I need to borrow my nephew!


----------



## Pablo (Mar 27, 2006)

Tabatha said:


> Did you get him an account or does he already have one?
> 
> The big hot game right now is Grand Theft Auto IV but he might like Gears of War better?


As a gamer, having played both, I can very confidently say if anybody likes that piece of monotonous crapp called gears of war they should just jump infront of a truck 

On the sixth level of gears of war you start to get attacked by bats.

Any game that falls back to having wildlife attack you was just poorly thought out from the outset.


----------



## KnaveTO (May 13, 2007)

gee... if you want to play a good game get World of Warcrack, oops Warcraft.... lol

Any WoW'rs out here?

back on topic, I would love some of those shrimp... but I have decided that I do not have the tank space for multiple species of fish and shrimps.
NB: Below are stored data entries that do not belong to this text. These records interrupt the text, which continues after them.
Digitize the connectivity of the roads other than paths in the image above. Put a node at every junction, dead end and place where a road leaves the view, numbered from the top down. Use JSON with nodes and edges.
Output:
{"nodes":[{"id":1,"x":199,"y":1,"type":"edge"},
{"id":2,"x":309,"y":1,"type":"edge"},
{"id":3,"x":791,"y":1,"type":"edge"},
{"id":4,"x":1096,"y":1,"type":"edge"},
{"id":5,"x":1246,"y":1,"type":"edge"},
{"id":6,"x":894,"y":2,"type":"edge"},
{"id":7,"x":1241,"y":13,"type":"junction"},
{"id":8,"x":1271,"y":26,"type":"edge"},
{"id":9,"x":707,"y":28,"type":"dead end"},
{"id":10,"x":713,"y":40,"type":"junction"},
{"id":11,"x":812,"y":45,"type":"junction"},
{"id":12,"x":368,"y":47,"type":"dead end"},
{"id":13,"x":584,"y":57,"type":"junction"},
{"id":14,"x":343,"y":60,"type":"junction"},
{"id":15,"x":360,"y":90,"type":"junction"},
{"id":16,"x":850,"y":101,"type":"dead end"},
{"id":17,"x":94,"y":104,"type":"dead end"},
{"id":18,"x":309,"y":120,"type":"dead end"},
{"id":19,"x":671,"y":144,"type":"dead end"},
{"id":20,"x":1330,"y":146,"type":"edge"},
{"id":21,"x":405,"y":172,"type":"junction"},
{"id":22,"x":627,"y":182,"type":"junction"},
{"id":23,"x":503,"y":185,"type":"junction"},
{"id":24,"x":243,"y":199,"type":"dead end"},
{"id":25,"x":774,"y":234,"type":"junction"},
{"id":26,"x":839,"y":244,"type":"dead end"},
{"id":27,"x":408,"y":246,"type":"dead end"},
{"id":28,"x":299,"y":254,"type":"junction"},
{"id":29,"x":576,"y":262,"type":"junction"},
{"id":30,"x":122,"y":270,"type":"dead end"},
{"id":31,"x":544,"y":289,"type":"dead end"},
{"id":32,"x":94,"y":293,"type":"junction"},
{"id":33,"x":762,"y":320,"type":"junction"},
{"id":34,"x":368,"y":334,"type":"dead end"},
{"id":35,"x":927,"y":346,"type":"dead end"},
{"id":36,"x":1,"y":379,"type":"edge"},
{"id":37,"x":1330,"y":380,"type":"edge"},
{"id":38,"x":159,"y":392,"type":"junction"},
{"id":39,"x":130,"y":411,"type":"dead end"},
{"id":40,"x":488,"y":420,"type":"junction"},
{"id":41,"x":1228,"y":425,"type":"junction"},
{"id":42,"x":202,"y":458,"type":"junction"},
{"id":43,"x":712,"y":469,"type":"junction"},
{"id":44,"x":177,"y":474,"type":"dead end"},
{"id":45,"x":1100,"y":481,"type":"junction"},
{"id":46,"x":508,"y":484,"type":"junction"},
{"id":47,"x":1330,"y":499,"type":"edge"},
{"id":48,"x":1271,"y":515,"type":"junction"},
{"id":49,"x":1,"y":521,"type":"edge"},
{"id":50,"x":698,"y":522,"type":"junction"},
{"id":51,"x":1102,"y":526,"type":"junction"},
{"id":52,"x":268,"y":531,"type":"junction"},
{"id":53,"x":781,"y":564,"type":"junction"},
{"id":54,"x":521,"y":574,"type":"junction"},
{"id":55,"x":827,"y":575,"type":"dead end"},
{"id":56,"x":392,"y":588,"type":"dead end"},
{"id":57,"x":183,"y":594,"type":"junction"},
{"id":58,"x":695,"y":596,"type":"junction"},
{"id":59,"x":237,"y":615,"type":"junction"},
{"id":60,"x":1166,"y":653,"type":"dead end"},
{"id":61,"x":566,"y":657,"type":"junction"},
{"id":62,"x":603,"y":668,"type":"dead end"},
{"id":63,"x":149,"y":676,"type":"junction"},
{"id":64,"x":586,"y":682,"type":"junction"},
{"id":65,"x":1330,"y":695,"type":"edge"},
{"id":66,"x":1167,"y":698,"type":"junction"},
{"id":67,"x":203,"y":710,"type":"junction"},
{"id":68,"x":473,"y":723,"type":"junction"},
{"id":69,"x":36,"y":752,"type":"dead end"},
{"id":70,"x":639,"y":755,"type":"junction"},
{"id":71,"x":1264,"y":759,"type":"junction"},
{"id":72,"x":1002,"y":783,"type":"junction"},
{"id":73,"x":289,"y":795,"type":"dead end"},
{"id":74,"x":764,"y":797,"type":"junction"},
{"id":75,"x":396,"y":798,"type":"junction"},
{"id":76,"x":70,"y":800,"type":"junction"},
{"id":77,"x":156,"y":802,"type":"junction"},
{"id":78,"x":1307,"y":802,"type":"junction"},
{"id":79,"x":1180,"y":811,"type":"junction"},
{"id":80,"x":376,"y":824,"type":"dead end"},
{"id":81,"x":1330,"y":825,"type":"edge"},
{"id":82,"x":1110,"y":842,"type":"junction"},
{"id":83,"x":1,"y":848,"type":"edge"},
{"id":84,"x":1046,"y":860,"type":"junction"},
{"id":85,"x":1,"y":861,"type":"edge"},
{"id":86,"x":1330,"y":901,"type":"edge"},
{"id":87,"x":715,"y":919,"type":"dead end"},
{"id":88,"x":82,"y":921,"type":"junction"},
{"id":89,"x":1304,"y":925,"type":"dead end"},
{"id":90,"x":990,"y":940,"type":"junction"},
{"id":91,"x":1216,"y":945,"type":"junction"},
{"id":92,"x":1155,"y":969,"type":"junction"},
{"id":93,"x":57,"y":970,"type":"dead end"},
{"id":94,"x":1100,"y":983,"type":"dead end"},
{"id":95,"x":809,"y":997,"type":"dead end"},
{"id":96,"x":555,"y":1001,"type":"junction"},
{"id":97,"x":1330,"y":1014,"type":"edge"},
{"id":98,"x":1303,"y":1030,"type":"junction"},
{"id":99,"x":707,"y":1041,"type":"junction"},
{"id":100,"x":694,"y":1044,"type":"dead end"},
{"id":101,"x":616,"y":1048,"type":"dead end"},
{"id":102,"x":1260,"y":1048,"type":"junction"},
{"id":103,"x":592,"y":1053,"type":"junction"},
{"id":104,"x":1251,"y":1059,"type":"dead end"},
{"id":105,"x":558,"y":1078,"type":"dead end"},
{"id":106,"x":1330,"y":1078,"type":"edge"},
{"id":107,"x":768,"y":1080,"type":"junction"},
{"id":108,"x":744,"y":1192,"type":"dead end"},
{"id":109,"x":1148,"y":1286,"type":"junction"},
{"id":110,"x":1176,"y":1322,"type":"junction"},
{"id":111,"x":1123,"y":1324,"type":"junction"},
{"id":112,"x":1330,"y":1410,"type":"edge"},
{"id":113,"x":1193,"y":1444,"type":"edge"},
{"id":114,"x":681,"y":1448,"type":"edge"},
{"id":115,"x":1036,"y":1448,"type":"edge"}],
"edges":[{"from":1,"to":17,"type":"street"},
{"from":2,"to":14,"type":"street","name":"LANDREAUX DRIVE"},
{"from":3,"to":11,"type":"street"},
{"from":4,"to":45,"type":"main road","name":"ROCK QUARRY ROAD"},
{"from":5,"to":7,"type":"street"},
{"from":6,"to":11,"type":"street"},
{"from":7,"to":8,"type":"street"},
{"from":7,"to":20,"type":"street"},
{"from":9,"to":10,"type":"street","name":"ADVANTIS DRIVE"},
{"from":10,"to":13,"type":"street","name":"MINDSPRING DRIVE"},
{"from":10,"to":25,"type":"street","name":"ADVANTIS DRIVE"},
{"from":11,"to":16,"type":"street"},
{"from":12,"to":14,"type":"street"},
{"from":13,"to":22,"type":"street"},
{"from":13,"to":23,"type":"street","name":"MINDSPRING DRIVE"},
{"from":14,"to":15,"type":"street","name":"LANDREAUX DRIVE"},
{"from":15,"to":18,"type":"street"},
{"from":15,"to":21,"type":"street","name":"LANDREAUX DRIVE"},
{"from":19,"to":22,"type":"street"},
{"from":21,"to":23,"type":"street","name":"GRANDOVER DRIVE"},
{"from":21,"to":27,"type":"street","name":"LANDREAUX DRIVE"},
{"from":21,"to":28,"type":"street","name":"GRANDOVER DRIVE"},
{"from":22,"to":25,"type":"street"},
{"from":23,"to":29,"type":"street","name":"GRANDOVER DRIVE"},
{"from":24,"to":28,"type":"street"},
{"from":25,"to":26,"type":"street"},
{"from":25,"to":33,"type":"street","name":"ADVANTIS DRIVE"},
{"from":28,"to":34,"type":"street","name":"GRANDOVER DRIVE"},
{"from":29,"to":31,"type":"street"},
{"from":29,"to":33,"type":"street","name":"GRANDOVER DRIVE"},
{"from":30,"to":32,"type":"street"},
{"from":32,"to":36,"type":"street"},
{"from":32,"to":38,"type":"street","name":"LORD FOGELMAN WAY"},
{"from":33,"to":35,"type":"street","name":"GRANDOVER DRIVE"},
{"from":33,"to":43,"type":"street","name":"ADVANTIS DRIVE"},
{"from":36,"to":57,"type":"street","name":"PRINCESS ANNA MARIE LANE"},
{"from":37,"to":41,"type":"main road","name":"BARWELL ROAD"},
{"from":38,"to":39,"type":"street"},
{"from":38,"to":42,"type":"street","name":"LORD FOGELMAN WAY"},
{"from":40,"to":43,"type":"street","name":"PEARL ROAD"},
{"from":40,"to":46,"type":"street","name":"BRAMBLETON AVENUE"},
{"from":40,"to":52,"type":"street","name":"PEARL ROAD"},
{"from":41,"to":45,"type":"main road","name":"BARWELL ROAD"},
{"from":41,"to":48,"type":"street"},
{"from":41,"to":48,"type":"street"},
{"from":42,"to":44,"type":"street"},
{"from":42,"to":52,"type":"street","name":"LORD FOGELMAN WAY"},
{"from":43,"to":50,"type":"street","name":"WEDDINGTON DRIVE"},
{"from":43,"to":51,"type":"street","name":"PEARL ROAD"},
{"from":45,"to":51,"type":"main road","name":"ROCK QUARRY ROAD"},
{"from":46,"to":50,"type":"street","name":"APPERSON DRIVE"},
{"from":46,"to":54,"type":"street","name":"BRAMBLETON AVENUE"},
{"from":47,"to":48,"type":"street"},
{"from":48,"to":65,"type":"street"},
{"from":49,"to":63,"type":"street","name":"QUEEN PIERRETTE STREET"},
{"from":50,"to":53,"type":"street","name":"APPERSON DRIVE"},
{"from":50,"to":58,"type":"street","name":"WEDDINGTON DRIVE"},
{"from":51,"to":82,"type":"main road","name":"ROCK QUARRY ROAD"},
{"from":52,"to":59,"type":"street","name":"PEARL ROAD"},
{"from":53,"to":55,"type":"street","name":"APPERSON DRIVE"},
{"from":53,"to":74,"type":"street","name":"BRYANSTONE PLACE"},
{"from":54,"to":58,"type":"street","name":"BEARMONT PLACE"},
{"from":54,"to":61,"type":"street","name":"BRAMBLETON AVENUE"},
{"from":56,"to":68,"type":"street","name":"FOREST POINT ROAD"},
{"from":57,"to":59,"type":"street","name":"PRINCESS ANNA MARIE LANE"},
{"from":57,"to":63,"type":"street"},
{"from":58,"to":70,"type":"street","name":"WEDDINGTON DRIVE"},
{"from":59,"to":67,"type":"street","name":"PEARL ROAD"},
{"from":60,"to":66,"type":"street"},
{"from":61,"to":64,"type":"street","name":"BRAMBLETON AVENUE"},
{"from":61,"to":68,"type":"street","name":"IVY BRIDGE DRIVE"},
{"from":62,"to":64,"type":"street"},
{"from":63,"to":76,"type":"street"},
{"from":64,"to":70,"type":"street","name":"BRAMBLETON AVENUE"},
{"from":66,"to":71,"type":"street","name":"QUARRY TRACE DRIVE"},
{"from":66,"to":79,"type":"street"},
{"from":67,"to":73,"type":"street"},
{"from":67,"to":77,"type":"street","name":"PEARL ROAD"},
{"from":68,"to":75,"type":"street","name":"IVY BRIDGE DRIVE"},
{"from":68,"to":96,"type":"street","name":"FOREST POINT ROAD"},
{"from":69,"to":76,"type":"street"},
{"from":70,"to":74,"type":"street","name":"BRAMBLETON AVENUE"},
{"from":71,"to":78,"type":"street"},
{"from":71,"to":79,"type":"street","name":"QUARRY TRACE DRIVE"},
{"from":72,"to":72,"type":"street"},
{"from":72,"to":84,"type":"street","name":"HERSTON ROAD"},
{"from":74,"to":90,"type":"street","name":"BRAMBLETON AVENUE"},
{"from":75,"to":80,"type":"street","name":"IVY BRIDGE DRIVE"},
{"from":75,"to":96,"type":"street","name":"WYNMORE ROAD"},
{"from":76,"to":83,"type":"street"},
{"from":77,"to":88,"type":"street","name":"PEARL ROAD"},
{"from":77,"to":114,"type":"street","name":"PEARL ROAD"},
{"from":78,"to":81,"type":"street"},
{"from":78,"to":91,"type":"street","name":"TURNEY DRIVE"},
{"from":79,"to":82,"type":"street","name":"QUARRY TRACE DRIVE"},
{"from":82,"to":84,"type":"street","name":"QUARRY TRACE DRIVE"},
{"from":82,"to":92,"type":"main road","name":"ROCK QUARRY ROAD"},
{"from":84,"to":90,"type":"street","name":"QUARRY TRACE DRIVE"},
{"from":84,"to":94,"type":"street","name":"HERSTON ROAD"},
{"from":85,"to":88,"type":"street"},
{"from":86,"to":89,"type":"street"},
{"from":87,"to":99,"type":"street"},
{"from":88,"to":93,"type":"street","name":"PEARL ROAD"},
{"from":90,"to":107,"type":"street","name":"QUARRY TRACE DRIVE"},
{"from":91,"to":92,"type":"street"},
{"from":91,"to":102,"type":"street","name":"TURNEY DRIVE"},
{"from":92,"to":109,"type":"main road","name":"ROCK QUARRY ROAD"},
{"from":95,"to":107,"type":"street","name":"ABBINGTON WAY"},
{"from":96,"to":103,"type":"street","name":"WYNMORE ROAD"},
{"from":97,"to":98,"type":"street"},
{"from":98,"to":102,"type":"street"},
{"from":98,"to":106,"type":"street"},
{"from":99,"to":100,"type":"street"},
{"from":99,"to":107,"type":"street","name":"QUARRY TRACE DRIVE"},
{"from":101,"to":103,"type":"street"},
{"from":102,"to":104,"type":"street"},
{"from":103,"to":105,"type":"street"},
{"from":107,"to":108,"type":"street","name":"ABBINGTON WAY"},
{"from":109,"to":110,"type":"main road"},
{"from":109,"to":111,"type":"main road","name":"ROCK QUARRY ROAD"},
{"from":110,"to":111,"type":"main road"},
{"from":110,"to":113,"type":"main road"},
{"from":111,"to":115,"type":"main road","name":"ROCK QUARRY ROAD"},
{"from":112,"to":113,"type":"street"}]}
Too bad so many of my fish look on shrimp as a source of food.


----------



## Tabatha (Dec 29, 2007)

I'm not a junkie but I have played it. Ooops, it's 2:00 in the friggin morning! Where did the time go???


----------



## Pablo (Mar 27, 2006)

KnaveTO said:


> gee... if you want to play a good game get World of Warcrack, oops Warcraft.... lol
> 
> Any WoW'rs out here?
> 
> back on topic, I would love some of those shrimp... but I have decided that I do not have the tank space for multiple species of fish and shrimps. Too bad so many of my fish look on shrimp as a source of food.


WoW is for people who don't actually play videogames but want to think that they do. 

JKS no but really its not my thing.


----------



## Cory_Dad (Apr 18, 2008)

KnaveTO said:


> gee... if you want to play a good game get World of Warcrack, oops Warcraft.... lol
> 
> Any WoW'rs out here?
> 
> .


I suspended my account in Feb. Enough was enough.


----------



## Zebrapl3co (Mar 29, 2006)

Knowing my addictions to games, I never did vernture into WOW or any online RPG games. But Guild war was tempting.
I still play WC3 once in a while to keep the account from sliding.
Halo 3 was OK. But only lasted 2 weeks. I still have a copy of GTA 3 that I haven't even install and the box is still unopen. It still have the plastic wrap. I really wish I have more time. But such is life with kids.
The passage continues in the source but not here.